Question

A figure skater skates across a rink of length 50 m in 12.1 seconds. a. What is the average speed of the skater? (2 points) b. It takes the figure skater 2 seconds to increase her speed from 4 m/s to 5.3 m/s. What is the acceleration of the skater? (2 points) c. The skater is moving at a speed of 13 m/s when she starts to brake. She comes to a stop after traveling a distance of 8 m.
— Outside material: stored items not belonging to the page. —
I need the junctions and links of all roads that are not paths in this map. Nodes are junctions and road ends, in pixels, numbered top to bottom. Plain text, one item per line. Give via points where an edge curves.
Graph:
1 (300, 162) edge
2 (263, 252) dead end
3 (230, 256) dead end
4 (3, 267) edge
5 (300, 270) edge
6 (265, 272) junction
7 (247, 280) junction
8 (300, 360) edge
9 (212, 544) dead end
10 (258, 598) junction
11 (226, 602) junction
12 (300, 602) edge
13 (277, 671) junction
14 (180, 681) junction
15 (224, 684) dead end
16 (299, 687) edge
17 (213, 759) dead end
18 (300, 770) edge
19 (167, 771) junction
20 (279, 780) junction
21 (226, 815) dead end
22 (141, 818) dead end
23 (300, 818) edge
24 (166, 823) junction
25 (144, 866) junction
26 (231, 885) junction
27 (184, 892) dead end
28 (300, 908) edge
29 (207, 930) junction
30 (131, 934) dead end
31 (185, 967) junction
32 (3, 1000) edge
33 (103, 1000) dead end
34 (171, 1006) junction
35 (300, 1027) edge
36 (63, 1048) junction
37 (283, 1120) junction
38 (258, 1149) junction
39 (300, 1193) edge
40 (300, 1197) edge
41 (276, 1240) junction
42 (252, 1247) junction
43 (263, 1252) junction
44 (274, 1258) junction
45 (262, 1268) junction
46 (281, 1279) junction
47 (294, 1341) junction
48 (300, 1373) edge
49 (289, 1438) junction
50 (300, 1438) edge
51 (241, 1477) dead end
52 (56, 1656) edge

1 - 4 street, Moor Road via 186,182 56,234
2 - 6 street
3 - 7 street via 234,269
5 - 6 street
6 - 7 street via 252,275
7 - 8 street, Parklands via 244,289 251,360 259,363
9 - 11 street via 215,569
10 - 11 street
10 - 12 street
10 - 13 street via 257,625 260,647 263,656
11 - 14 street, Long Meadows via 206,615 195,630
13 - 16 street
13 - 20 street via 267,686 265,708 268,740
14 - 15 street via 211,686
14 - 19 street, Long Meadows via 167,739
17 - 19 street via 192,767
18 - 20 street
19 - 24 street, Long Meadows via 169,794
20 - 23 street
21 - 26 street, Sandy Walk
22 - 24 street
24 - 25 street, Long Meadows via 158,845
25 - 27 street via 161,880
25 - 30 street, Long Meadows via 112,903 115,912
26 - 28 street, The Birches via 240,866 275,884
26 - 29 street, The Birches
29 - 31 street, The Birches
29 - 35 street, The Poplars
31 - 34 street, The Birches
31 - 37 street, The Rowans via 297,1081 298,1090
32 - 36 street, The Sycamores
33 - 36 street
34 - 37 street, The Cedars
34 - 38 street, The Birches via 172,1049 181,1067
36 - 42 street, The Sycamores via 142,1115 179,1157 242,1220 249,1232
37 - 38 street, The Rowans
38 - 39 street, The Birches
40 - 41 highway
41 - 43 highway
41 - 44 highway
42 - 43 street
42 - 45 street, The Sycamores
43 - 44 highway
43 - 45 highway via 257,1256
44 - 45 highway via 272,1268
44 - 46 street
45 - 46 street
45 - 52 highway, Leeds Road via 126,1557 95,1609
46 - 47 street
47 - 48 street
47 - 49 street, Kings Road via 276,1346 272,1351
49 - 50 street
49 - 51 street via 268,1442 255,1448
What was her acceleration? (2 points)

Answer 1

(a) The skater covers a distance of S=50 m in a time of t=12.1 s, so its average speed is the ratio between the distance covered and the time taken:
$v= \frac{S}{t}= \frac{50 m}{12.1 s}=4.13 m/s$

(b) The initial speed of the skater is
$v_i = 4 m/s$
while the final speed is
$v_f = 5.3 m/s$
and the time taken to accelerate to this velocity is t=2 s, so the acceleration of the skater is given by
$a= \frac{v_f - v_i}{t}= \frac{5.3 m/s-4.0 m/s}{2.0 s}=0.65 m/s^2$

(c) The initial speed of the skater is 
$v_i = 13.0 m/s$
while the final speed is 
$v_f=0$
since she comes to a stop. The distance covered is S=8 m, so we can use the following relationship to find the acceleration of the skater:
$2aS=v_f^2 -v_i^2$
from which we find
$a= \frac{-v_i^2}{2S}= \frac{-(13.0m/s)^2}{2 \cdot 8.0 m}=-10.6 m/s^2$
where the negative sign means it is a deceleration.